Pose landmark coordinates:
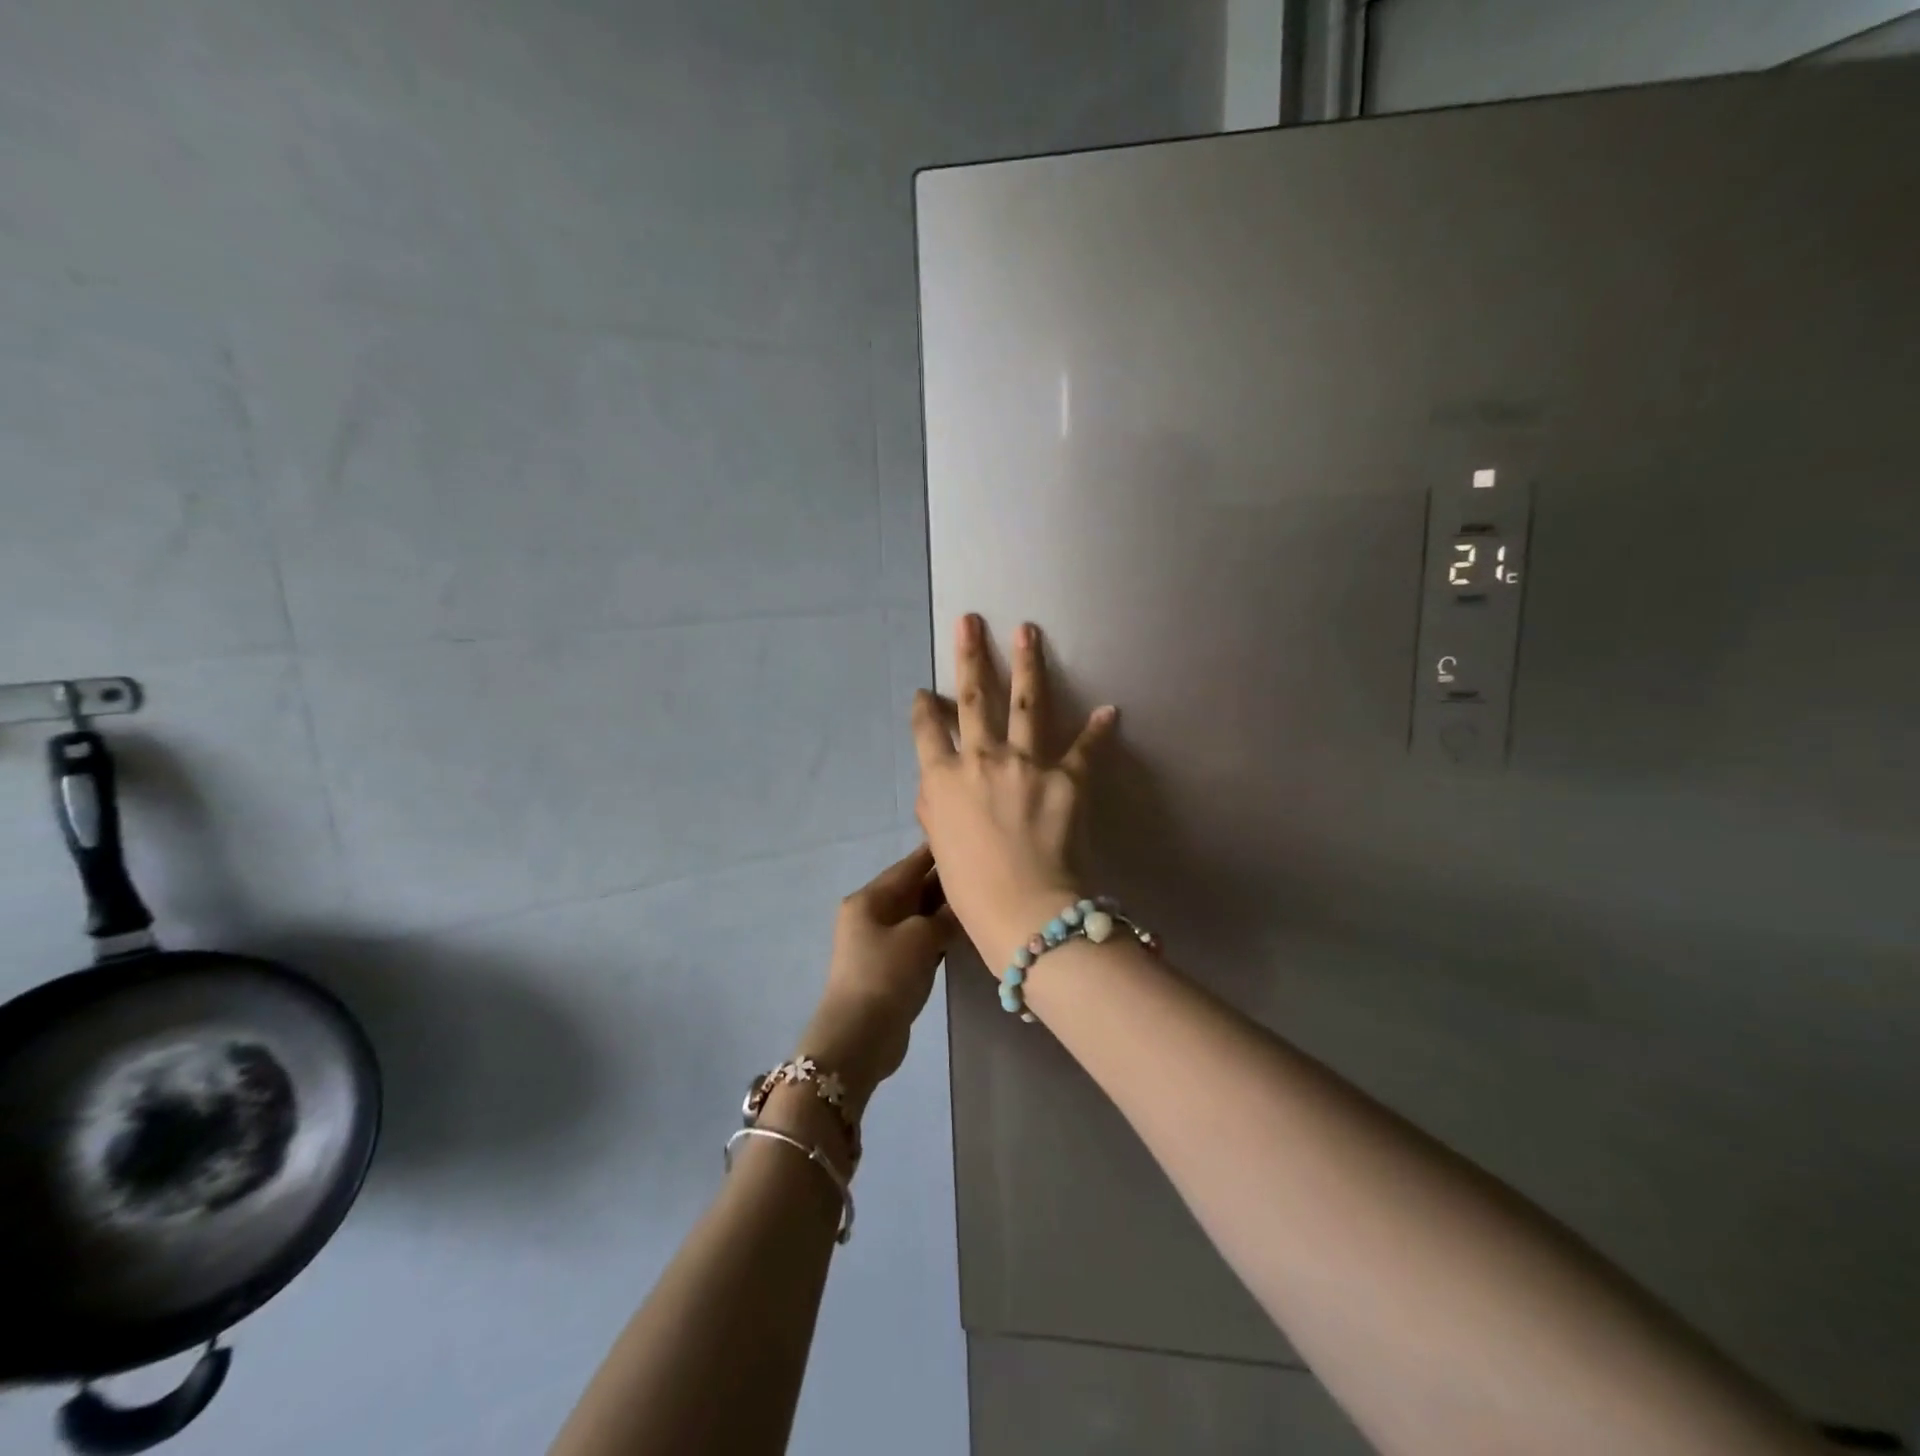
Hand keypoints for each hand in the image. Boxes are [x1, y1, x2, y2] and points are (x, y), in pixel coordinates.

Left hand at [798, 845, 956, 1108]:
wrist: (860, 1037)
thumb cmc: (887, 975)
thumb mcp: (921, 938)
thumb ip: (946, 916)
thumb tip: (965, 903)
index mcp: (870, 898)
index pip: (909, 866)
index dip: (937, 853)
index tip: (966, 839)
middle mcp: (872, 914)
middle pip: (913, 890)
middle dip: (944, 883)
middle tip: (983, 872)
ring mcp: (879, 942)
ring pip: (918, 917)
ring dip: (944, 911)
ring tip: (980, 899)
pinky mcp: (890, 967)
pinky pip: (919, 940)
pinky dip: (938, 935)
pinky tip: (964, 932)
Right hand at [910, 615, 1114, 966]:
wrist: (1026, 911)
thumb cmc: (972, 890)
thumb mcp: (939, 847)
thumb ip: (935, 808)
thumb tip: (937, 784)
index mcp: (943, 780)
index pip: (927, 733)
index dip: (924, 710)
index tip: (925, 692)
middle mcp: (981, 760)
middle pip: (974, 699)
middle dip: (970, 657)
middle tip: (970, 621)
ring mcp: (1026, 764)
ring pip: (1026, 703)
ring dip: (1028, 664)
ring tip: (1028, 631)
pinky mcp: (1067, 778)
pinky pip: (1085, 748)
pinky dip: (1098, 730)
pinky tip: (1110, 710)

> TASK:
Images are to be omitted; repeat the remaining data above exactly.

> ANSWER TO THIS TASK:
Hand keypoints for each hand in the image. Boxes are [x1, y1, x2, y2] and points are (x, y), in pixel coordinates.

Left hand at [798, 845, 956, 1108]:
wrist: (860, 1037)
thumb cmc: (887, 975)
thumb mcp: (921, 938)
thumb ip: (946, 916)
thumb tip: (965, 903)
index mcp: (870, 898)
index pip: (909, 866)
index dip: (937, 853)
index tip: (966, 839)
middle mcp: (872, 914)
middle pip: (913, 890)
middle dip: (944, 883)
middle tip: (983, 872)
ring mcp: (879, 942)
ring pip: (918, 917)
ring dip: (944, 911)
ring tip: (980, 899)
pinky mcp: (890, 967)
pinky pip: (919, 940)
pinky dip: (938, 935)
pinky tip: (964, 932)
Right hand at [910, 615, 1114, 966]:
wrist: (1026, 911)
thumb cmc: (972, 890)
thumb mcp: (939, 847)
thumb ip: (935, 808)
thumb tip: (937, 784)
index mcp: (943, 780)
index pip: (927, 733)
index dip: (924, 710)
index tip: (925, 692)
middle mcp: (981, 760)
middle pip: (974, 699)
middle dip: (970, 657)
middle tip: (970, 621)
ring mcp: (1026, 764)
ring pip: (1026, 703)
ring dip: (1028, 664)
ring tip: (1028, 631)
pinky mcp: (1067, 778)
pinky pip: (1085, 748)
pinky dip: (1098, 730)
pinky tip: (1110, 710)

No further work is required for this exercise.